Racial disparities exist. That’s not a theory. That’s also not an accusation. That’s a fact. So, my race and ethnicity should be considered when determining what kind of healthcare I need.
That’s the equity piece. We should treat everyone with respect and provide the same opportunities, but we must embrace our differences and acknowledge when those differences affect our outcomes.
I think sometimes we are so afraid of discriminating that we end up causing harm. Recognizing that you may need to implement a more appropriate model is not discrimination or preferential treatment. Discrimination and preferential treatment suggests that without those actions, equality would have existed; behaviors like withholding treatment or giving pertinent information. Those kinds of violations tend to be more obvious. Colorblindness fails because it is irresponsible. It overlooks the systemic barriers that prevent equality while giving the facade of equity.
Wisconsin has the worst birth outcomes for Black infants in the country.
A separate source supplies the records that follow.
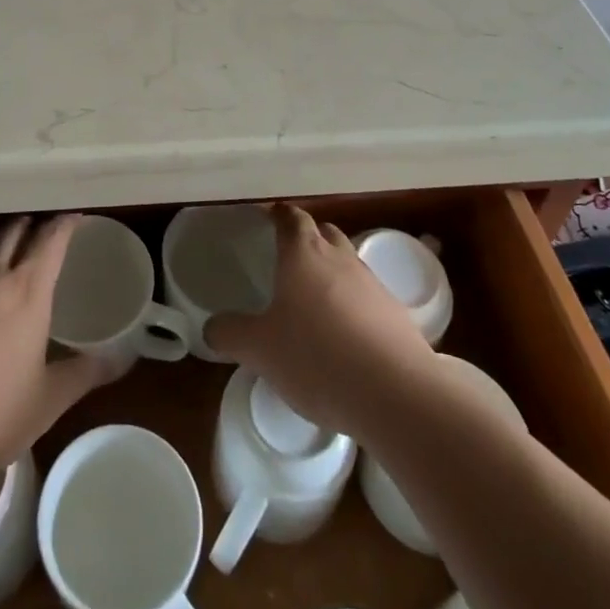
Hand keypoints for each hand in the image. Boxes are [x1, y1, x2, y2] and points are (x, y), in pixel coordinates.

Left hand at [0, 216, 115, 488]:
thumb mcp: (46, 402)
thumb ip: (85, 374)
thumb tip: (122, 358)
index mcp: (27, 291)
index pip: (51, 238)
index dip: (65, 222)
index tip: (76, 214)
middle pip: (15, 227)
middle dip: (33, 219)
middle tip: (44, 220)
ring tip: (4, 223)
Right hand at [206, 203, 436, 441]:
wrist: (396, 393)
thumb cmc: (317, 357)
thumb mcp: (259, 349)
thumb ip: (231, 334)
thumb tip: (212, 327)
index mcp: (303, 253)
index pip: (290, 217)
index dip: (278, 214)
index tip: (267, 218)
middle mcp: (340, 258)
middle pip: (324, 232)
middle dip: (308, 237)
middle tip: (288, 258)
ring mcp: (373, 285)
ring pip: (348, 263)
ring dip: (333, 273)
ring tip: (315, 302)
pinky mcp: (397, 315)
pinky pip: (369, 298)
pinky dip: (354, 307)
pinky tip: (345, 338)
Nationally, the rates of infant mortality and maternal mortality in Black communities are significantly higher than in White populations. My sister and I had access to various healthcare options. It wasn’t that long ago that I was uninsured. It was simply too expensive and as a young adult with no history of health conditions at the time, I believed it was a low risk choice. In retrospect, I was not making a very informed decision. I didn’t really understand health risk and what having health insurance means. When I became insured, a whole new world opened up for me when I discovered that my coverage included preventative care incentives. Being rewarded for going to the doctor was a foreign concept, but it is such an obvious and simple way to protect against disease and increase the chances of early intervention should a condition develop.
That access means nothing without cultural competency. If we continue to face discrimination, racism, and even color blindness, Black women will continue to be at high risk for poor health outcomes. We need culturally competent providers and a culturally competent healthcare system.